Data entries

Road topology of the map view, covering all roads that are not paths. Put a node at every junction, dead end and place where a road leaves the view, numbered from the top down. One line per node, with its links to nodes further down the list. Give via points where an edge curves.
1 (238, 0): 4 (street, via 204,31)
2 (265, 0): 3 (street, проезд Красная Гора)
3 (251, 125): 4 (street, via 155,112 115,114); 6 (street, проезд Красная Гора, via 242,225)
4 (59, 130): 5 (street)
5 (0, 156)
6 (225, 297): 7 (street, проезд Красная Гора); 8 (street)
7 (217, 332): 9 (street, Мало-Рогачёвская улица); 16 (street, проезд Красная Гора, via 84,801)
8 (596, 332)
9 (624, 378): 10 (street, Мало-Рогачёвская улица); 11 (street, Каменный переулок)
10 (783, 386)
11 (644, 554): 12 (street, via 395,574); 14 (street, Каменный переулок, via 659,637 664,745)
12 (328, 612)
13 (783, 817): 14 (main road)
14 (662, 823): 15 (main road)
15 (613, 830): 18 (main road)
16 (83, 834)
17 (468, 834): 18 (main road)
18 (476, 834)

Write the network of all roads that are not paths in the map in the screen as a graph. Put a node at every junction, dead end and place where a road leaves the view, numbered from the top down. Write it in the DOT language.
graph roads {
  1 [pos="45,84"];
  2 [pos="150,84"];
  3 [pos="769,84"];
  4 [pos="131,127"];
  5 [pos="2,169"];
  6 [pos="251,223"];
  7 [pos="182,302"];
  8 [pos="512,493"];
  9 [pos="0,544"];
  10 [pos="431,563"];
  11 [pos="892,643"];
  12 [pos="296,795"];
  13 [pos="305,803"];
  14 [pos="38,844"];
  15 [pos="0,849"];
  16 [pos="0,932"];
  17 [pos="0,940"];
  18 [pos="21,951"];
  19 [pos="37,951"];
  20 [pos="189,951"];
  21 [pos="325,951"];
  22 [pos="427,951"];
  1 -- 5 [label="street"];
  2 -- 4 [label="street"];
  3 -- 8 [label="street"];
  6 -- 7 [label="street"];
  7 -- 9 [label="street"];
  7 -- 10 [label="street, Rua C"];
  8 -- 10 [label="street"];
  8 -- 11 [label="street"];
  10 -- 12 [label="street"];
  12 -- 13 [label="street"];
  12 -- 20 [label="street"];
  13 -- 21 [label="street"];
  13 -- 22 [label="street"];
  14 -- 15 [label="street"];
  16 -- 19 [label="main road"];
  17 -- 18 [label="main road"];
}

### REQUIRED WORK
All the entries must be retyped exactly.

### RESULT BELOW
Road topology of the map view, covering all roads that are not paths. Put a node at every junction, dead end and place where a road leaves the view, numbered from the top down. One line per node, with its links to nodes further down the list. Give via points where an edge curves.
1 (238, 0): 4 (street, via 204,31)
2 (265, 0): 3 (street, проезд Красная Гора)
3 (251, 125): 4 (street, via 155,112 115,114); 6 (street, проезд Красная Гора, via 242,225)
4 (59, 130): 5 (street)
5 (0, 156)
6 (225, 297): 7 (street, проезд Красная Гора); 8 (street)
7 (217, 332): 9 (street, Мало-Рогачёвская улица); 16 (street, проезд Красная Гора, via 84,801)
8 (596, 332)
9 (624, 378): 10 (street, Мало-Рогачёвская улица); 11 (street, Каменный переулок)
10 (783, 386)
11 (644, 554): 12 (street, via 395,574); 14 (street, Каменный переулок, via 659,637 664,745)
12 (328, 612)
13 (783, 817): 14 (main road)
14 (662, 823): 15 (main road)
15 (613, 830): 18 (main road)
16 (83, 834)
17 (468, 834): 18 (main road)
18 (476, 834)

Write the network of all roads that are not paths in the map in the screen as a graph. Put a node at every junction, dead end and place where a road leaves the view, numbered from the top down. Write it in the DOT language.
graph roads {
  1 [pos="45,84"];
  2 [pos="150,84"];
  3 [pos="769,84"];
  4 [pos="131,127"];
  5 [pos="2,169"];
  6 [pos="251,223"];
  7 [pos="182,302"];
  8 [pos="512,493"];
  9 [pos="0,544"];
  10 [pos="431,563"];
  11 [pos="892,643"];
  12 [pos="296,795"];
  13 [pos="305,803"];
  14 [pos="38,844"];
  15 [pos="0,849"];
  16 [pos="0,932"];
  17 [pos="0,940"];
  18 [pos="21,951"];
  19 [pos="37,951"];
  20 [pos="189,951"];
  21 [pos="325,951"];
  22 [pos="427,951"];
  1 -- 5 [label="street"];
  2 -- 4 [label="street"];
  3 -- 8 [label="street"];
  6 -- 7 [label="street"];
  7 -- 9 [label="street"];
  7 -- 10 [label="street, Rua C"];
  8 -- 10 [label="street"];
  8 -- 11 [label="street"];
  10 -- 12 [label="street"];
  12 -- 13 [label="street"];
  12 -- 20 [label="street"];
  13 -- 21 [label="street"];
  13 -- 22 [label="street"];
  14 -- 15 [label="street"];
  16 -- 19 [label="main road"];
  17 -- 18 [label="main road"];
}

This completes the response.